The Pattern Hunters
20 September 2006
Discovering patterns is a quintessential part of what we call 'intelligence'
In modern society we have turned this instinct into an industry, but now it is computers – not people – looking for patterns because computers are less easily fooled by randomness and are more capable of sifting through gigabytes of information looking for faint – but significant – statistical signals. The discovery of subtle relations in data can lead to endless applications in science, business and technology. For example, it is one of these algorithms that prepares your recommendations for further reading after each visit to Amazon.com; patterns in customers’ behaviour are analysed by marketing experts trying to discover a new niche or new business opportunity; election strategists follow much the same approach. Unique patterns in voices, irises and fingerprints, are exploited by biometrics professionals to develop the next generation of identification systems – the one that will replace signatures and PIN codes.
Violations to patterns are as useful as patterns themselves
But violations to patterns are as useful as patterns themselves, flagging anomalous behaviour as suspicious to your credit card company – the entire credit card system relies on pattern recognition software for fraud detection.
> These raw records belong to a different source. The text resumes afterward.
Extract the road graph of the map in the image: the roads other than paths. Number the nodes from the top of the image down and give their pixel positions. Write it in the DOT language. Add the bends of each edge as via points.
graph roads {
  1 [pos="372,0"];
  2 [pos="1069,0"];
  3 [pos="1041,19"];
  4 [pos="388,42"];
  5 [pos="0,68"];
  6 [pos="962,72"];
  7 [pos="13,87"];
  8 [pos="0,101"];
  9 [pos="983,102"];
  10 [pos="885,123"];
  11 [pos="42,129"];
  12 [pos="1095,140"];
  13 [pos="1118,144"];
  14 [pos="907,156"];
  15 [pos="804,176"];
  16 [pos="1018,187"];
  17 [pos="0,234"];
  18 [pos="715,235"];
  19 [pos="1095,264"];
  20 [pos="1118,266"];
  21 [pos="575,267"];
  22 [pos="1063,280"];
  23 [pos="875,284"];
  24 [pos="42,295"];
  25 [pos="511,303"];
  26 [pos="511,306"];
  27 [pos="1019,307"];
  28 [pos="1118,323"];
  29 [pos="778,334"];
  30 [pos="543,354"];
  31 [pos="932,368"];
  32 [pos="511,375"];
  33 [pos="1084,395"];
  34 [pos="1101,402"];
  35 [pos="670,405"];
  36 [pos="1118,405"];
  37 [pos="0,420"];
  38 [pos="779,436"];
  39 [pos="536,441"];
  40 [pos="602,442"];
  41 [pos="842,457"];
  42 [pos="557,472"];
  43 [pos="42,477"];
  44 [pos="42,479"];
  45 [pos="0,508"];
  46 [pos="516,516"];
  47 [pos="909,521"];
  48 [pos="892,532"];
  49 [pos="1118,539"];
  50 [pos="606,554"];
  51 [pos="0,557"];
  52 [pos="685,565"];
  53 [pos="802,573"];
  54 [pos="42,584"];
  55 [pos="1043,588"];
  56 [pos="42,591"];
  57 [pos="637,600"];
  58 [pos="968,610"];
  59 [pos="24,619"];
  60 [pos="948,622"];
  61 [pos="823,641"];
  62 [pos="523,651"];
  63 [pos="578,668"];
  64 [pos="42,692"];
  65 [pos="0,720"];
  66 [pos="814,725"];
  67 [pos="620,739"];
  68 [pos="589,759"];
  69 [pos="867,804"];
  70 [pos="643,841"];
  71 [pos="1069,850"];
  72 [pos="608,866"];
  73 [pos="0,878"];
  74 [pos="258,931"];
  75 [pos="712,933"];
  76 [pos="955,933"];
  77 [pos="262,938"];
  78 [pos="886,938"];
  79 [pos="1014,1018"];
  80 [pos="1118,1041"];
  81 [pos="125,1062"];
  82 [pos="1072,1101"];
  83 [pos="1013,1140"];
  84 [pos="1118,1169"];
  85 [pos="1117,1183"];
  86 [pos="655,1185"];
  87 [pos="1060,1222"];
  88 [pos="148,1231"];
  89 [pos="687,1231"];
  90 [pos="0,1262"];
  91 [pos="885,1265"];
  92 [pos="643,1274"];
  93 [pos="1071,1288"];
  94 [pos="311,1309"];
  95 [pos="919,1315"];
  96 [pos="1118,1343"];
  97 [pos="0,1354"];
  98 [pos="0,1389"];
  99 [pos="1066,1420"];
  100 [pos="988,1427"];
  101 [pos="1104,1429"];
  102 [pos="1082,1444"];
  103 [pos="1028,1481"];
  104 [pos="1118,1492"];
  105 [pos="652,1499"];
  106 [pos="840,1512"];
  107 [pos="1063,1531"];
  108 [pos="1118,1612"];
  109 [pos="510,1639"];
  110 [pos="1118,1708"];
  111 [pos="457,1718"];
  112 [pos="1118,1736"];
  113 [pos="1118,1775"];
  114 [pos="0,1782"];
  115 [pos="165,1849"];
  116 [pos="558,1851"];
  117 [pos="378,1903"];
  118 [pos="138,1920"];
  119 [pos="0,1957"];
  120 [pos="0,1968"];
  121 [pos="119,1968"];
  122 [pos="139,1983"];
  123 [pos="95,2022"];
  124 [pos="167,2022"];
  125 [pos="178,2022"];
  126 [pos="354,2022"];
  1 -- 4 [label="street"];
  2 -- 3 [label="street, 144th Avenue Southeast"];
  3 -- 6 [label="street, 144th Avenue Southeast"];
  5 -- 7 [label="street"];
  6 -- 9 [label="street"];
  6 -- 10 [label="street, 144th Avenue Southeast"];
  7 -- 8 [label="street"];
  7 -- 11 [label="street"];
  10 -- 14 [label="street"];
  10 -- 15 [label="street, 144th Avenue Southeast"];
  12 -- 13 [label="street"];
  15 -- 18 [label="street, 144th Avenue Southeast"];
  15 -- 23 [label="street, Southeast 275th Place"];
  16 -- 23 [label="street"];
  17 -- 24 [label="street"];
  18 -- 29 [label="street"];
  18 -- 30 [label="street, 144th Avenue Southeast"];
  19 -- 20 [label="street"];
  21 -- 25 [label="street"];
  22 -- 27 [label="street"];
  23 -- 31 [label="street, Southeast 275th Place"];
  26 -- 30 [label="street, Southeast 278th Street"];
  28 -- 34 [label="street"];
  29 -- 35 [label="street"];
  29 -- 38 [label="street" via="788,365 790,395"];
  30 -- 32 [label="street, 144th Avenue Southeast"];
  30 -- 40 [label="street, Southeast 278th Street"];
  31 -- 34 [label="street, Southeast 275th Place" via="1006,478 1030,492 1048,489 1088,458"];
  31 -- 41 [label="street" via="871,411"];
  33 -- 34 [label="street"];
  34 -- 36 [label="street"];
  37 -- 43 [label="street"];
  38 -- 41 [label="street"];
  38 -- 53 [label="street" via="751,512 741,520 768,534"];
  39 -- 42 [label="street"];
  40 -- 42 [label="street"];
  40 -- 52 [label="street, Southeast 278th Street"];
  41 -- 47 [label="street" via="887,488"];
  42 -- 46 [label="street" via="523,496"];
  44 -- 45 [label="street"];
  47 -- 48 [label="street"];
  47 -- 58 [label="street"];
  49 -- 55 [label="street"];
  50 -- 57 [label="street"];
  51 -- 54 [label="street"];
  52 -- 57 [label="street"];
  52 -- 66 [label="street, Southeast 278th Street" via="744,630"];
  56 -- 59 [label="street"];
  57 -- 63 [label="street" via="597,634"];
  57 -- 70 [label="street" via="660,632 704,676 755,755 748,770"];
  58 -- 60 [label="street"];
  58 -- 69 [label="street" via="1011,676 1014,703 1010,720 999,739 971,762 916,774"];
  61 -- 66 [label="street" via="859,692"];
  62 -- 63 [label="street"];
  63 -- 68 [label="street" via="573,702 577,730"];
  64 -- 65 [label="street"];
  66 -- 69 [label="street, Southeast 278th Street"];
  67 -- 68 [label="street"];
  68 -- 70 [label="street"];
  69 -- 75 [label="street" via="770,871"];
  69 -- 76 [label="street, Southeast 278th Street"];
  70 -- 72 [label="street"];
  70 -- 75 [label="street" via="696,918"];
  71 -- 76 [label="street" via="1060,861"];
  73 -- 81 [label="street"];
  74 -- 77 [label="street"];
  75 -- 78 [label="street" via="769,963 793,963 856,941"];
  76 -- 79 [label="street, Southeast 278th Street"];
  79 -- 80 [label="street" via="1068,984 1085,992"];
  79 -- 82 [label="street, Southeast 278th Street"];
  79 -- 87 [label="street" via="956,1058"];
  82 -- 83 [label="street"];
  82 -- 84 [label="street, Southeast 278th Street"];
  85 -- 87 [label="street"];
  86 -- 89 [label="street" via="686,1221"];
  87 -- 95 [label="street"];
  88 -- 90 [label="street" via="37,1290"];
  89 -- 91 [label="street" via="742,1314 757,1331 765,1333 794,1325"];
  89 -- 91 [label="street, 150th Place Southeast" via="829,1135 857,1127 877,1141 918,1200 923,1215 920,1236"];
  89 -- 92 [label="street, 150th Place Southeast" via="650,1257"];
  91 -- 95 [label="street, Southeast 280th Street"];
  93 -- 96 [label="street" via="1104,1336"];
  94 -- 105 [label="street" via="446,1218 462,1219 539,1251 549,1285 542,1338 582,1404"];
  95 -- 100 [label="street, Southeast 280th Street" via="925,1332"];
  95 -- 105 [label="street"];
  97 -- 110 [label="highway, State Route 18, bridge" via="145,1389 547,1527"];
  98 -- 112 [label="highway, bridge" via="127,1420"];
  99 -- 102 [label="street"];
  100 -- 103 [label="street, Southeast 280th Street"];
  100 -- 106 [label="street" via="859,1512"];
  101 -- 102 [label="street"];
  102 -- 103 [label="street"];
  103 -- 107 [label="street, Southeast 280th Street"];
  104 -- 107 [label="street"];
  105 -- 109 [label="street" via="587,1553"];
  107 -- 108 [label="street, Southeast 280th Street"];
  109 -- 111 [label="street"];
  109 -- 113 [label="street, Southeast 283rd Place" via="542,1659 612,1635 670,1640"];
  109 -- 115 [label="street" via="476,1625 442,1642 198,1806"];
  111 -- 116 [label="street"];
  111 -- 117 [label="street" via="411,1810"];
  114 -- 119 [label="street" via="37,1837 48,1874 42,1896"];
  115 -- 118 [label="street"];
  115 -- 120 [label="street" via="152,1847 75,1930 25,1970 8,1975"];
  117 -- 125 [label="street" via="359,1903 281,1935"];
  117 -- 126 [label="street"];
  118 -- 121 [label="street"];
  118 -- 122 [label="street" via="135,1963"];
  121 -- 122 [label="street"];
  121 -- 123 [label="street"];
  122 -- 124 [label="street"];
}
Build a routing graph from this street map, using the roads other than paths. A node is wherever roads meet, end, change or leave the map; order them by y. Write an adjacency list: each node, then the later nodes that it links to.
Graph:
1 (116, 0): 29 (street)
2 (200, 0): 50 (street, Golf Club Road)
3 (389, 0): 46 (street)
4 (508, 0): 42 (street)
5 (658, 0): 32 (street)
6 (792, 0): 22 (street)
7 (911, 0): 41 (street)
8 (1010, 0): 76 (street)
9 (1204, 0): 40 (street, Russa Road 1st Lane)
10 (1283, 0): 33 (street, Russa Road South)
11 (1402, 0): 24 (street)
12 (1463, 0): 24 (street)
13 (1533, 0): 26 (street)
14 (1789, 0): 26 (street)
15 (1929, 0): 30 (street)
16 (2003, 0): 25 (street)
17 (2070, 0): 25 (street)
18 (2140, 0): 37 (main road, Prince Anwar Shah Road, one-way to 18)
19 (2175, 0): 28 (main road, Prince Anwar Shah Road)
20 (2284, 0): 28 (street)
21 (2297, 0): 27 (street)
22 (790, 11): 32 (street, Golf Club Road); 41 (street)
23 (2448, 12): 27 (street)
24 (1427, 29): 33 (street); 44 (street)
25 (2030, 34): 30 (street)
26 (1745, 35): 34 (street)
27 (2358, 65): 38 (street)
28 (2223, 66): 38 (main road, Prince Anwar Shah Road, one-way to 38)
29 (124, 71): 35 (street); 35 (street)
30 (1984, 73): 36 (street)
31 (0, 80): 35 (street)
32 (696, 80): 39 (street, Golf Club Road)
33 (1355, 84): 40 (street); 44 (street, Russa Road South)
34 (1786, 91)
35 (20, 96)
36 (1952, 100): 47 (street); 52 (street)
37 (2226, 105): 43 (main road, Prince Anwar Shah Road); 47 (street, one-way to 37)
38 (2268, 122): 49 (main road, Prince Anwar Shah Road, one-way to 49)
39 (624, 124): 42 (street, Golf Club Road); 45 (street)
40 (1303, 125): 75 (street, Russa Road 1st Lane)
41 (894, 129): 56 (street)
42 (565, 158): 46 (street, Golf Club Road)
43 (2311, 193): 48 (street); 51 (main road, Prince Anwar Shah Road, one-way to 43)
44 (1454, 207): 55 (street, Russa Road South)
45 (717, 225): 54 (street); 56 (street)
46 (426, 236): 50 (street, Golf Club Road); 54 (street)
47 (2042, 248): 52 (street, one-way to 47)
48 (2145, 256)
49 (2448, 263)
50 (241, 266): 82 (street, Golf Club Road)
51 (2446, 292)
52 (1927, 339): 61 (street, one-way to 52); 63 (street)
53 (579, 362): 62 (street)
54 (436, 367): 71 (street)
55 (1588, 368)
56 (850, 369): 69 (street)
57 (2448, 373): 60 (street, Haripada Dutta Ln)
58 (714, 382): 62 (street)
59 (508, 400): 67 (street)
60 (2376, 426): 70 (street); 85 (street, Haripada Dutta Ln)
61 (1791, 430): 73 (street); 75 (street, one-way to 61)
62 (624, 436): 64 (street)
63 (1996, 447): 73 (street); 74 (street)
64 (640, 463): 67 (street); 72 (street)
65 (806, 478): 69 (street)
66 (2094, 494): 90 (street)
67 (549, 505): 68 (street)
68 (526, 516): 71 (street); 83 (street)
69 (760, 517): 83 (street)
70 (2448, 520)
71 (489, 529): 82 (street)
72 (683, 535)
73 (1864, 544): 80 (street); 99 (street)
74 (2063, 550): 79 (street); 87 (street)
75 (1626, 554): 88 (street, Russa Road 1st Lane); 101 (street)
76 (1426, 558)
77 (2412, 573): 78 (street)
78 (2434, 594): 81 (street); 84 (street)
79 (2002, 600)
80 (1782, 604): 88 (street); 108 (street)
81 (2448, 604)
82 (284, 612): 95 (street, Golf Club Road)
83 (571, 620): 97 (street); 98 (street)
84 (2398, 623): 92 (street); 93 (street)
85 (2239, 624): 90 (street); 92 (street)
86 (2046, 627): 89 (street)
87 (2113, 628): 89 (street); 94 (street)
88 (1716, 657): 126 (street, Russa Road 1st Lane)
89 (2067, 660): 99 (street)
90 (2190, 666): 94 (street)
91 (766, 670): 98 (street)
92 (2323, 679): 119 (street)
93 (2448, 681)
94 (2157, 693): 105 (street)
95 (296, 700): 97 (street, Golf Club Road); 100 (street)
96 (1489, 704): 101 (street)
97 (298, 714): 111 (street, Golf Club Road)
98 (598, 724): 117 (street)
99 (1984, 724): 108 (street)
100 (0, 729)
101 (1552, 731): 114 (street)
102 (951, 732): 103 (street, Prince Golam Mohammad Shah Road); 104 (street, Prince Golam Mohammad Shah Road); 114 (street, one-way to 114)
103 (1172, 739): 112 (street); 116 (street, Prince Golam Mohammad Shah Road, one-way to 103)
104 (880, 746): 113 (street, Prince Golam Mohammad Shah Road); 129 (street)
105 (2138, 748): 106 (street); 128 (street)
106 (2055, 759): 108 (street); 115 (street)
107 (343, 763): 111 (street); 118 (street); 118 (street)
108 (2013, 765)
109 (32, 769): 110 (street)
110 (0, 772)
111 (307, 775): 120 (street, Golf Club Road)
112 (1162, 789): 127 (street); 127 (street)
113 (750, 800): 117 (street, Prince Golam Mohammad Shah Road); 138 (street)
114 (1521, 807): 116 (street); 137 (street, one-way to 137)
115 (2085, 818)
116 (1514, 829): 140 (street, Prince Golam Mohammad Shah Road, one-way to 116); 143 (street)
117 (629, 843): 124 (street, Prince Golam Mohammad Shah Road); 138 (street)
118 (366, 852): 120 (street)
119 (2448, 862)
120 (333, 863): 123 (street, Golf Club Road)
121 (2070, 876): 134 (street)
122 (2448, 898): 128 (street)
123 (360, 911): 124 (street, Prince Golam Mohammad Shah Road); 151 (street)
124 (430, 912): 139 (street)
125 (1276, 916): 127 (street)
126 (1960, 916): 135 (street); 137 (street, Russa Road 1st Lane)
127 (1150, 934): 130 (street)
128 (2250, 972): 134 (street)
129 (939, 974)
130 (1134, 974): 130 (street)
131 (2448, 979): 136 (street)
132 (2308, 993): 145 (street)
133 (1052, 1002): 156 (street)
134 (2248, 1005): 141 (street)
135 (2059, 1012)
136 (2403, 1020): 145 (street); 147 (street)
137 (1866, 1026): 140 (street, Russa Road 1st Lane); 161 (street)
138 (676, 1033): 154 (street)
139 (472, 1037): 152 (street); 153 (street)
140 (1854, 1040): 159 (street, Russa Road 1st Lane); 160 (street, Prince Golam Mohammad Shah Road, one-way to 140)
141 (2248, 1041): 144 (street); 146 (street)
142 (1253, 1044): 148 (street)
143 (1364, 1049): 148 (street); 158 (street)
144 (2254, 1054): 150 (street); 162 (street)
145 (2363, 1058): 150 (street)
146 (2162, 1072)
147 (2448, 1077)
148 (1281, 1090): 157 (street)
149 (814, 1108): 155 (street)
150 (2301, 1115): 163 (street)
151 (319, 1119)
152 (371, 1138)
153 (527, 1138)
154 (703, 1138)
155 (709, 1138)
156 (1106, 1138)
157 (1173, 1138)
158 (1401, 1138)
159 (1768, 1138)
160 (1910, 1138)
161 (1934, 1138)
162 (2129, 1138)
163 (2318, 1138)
It would also be much harder to make sense of the eight billion web pages currently available without specialised software capable of determining relevance and similarity of those pages, based on statistical patterns in their text and link structure.
In a highly controversial development, governments have turned to pattern analysis to help monitor telecommunications, and to predict the risk level posed by individuals. In the past, attempts were made to predict our behaviour by analysing bumps on our head. Later, the measurements of bodily proportions were used. Today it could be the patterns of our everyday transactions – all of which are, of course, recorded – that predict the level of risk we pose. One day, such patterns could be sought in our genes.
So it seems the entire paradigm of scientific research is undergoing a revolution from being hypothesis-driven to being data-driven. Now it is not uncommon to first gather massive amounts of data – more than any scientist could possibly look through – and then use computers to sift through it in search of interesting relations. This is how genomic projects are done, as well as surveys of the universe and some experiments in physics. Data-driven approaches are also becoming the norm in industrial applications where massive amounts of data are systematically gathered (and traded) for later analysis by computers.
The web is an awesome repository of information
But despite holding such a strategic position in the modern information-technology society, for a long time pattern analysis remained more of an art than a science. Only recently has a unified theoretical framework started emerging, based on ideas from statistics, artificial intelligence and theoretical computer science. This has led to a new generation of pattern analysis algorithms, one based on mathematical principles rather than loose analogies with biological learning systems. Gone are the neural networks and evolutionary algorithms of the 1980s (as data analysis tools, of course, not as models to understand biology) and in are the new, statistics-based methods. They can already be found in spam filters, medical diagnosis systems, machine vision devices and a hundred other applications. A leap in performance has accompanied this transition.
The new challenges and awesome potential of pattern analysis are exemplified by the two most important data analysis tasks of this century: web content and genomic datasets. These two fields also represent the main thrust of the new pattern analysis group in Bristol. The web is an awesome repository of information. Buried in it are business leads that companies can exploit, strategic intelligence about competitors, sociological information about public opinion and attitudes to products or policies, and much more. The problem is how to extract this information. Similarly, modern biology produces enormous quantities of data which are freely available over the internet. Hidden in those datasets are the answers to age-old questions of science (and philosophy), including information about the origin and evolution of modern life forms, as well as answers to pressing medical questions such as how we age. Yet the information is not readily accessible and various strategies are being devised to extract it. Relations, similarities and anomalies across these various datasets are all of interest to the biologists. A new generation of scientists, fluent in both the language of mathematics and biology is needed. For this reason the Engineering Mathematics Department has recently introduced a new course in Computational Genomic Algorithms.
At the beginning of the 21st century the opportunities offered by this new technology are difficult to comprehend. Advances in this field could translate into benefits for science and society, as yet undreamt of.